12. Vakzine nach Anspruch 11, dadurch gekennzeichnet, daß die Teilsequenz des humanen Muzin-MUCl-Gens mittels Liposomenpräparationen in die dendritischen Zellen transfiziert wird.

13. Vakzine nach Anspruch 11 bis 12, dadurch gekennzeichnet, daß die Teilsequenz des humanen Muzin-MUCl-Gens mit dem Vektor pCMV/MUCl mit folgenden wesentlichen Bestandteilen transfiziert wird:

- immediate early Promotor CMV für Muzin-MUCl-Genabschnitte

- Teilsequenz des Muzin-MUCl-Gens.

14. Vakzine nach Anspruch 11 bis 13, dadurch gekennzeichnet, daß die Teilsequenz des humanen Muzin-MUCl-Gens im Vektor 12- 40 "Tandem Nukleotid-repeats" enthält, wobei ein repeat die Nukleotid-Sequenz gemäß Abb. 2 aufweist.

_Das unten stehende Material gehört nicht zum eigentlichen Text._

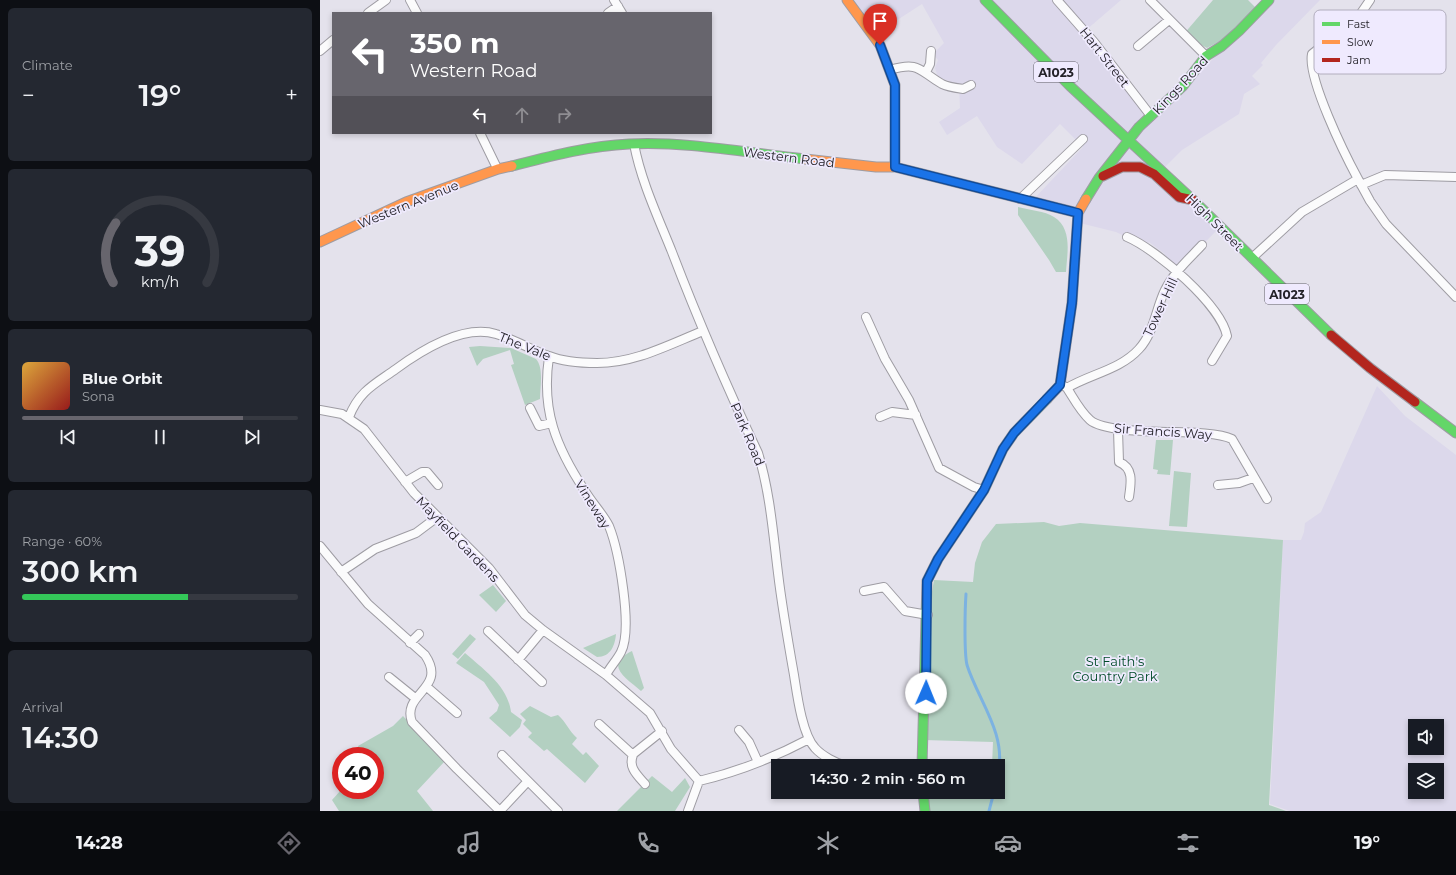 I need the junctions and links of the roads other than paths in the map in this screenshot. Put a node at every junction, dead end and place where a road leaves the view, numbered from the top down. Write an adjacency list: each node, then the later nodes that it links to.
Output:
1 (386, 0): 11 (street)
2 (410, 0): 12 (street)
3 (847, 0): 21 (street)
4 (985, 0): 29 (street, High Street / A1023)
5 (1057, 0): 26 (street, Hart Street)
6 (1150, 0): 14 (street)
7 (1269, 0): 20 (street, Kings Road)
8 (1370, 0): 10 (street)
9 (618, 6): 13 (street)
10 (1363, 10)
11 (369, 12)
12 (416, 12)
13 (609, 12)
14 (1169, 20): 16 (street); 20 (street)
15 (332, 41): 17 (street)
16 (1138, 46)
17 (320, 51)
18 (931, 51): 22 (street)
19 (1314, 52): 23 (street)
20 (1206, 56): 26 (street, Kings Road)
21 (890, 70): 22 (street); 31 (street)
22 (926, 72): 25 (street)
23 (1314, 74)
24 (1314, 74): 35 (street)
25 (971, 85)
26 (1151, 116): 29 (street, Kings Road)
27 (480, 134): 32 (street)
28 (1084, 139): 36 (street)
29 (1130, 140): 34 (street, Kings Road); 37 (street, High Street / A1023)
30 (634, 144): 31 (street, Western Road); 32 (street, Western Road); 46 (street, Park Road)
31 (895, 167): 36 (street, Western Road)
32 (497, 168): 40 (street, Western Avenue)
33 (1456, 176): 35 (street)
34 (1099, 178): 37 (street); 38 (street, Kings Road)
35 (1360, 182): 42 (street); 44 (street)
36 (1020, 199): 38 (street, Western Road)
37 (1193, 200): 42 (street, High Street / A1023)
38 (1078, 213): 49 (street)
39 (1127, 237): 43 (street, Tower Hill)
40 (320, 242)
41 (1202, 245): 43 (street, Tower Hill)
42 (1252, 258): 57 (street, High Street / A1023)
43 (1177, 271): 48 (street); 49 (street, Tower Hill)
44 (1456, 297)
45 (866, 317): 52 (street)
46 (703, 331): 47 (street, The Vale); 84 (street, Park Road)
47 (549, 357): 53 (street, The Vale); 55 (street, Vineway)
48 (1212, 361)
49 (1064, 386): 56 (street, Sir Francis Way); 62 (street)
50 (530, 408): 55 (street)
51 (320, 410): 53 (street)
52 (916, 415): 54 (street); 62 (street)
53 (349, 417): 59 (street, Mayfield Gardens)
54 (880, 417)
55 (552, 423): 75 (street, Vineway)
56 (1118, 430): 58 (street, Sir Francis Way); 63 (street)
57 (1456, 433)
58 (1253, 478): 61 (street); 64 (street, Sir Francis Way)
59 (405, 482): 60 (street, Mayfield Gardens); 65 (street, Mayfield Gardens)
60 (438, 485)
61 (1218, 485)
62 (984, 490): 69 (street)
63 (1129, 497)
64 (1267, 499)
65 (436, 518): 67 (street); 70 (street, Mayfield Gardens)
66 (320, 546): 67 (street)
67 (342, 572): 73 (street)
68 (864, 591): 69 (street)
69 (928, 615): 88 (street)
70 (543, 630): 74 (street); 75 (street, Mayfield Gardens)
71 (488, 631): 74 (street)
72 (420, 634): 73 (street)
73 (410, 643): 78 (street)
74 (518, 660): 77 (street)
75 (606, 675): 83 (street, Mayfield Gardens)
76 (389, 676): 79 (street)
77 (542, 682)
78 (427, 687): 79 (street); 80 (street)
79 (416, 698): 90 (street)
80 (457, 713)
81 (600, 724): 85 (street)
82 (739, 730): 89 (street)
83 (662, 731): 85 (street); 91 (street, Mayfield Gardens)
84 (809, 739): 87 (street, Park Road); 89 (street)
85 (632, 755): 92 (street)
86 (502, 756): 90 (street)
87 (832, 759)
88 (922, 759)
89 (758, 762): 91 (street)
90 (528, 781): 94 (street)
91 (699, 781): 95 (street)
92 (644, 784)
93 (924, 799): 96 (street)
94 (558, 811)
95 (688, 811)
96 (925, 811)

15. Vakzine nach Anspruch 11 bis 14, dadurch gekennzeichnet, daß die Teilsequenz des humanen Muzin-MUCl-Gens im Vektor 22 "Tandem Nukleotid-repeats" enthält.

16. Vakzine nach Anspruch 11 bis 15, dadurch gekennzeichnet, daß als Glykosylierungsinhibitor Phenyl-N-Acetyl-α-D- Galactosaminid verwendet wird.

17. Vakzine nach Anspruch 11 bis 16, dadurch gekennzeichnet, daß die dendritischen Zellen aus peripherem Blut von Patienten oder gesunden Personen unter Verwendung der Zytokine Interleukin 4 und Granulozyten-Makrophagen-Colonie stumulierendem Faktor gewonnen werden, daß die so gewonnenen dendritischen Zellen die Oberflächenmarker CDla, CD80, CD86 exprimieren und, daß auf den dendritischen Zellen nach Transfektion mit MUCl tumorassoziierte immunogene Epitope auf der Oberfläche nachweisbar sind.

18. Vakzine nach Anspruch 11 bis 17 zur Behandlung von Muzin exprimierenden Tumoren, wie Mamma-, Pankreas-, Ovarial-, Kolon- und Parotistumoren, bei Patienten.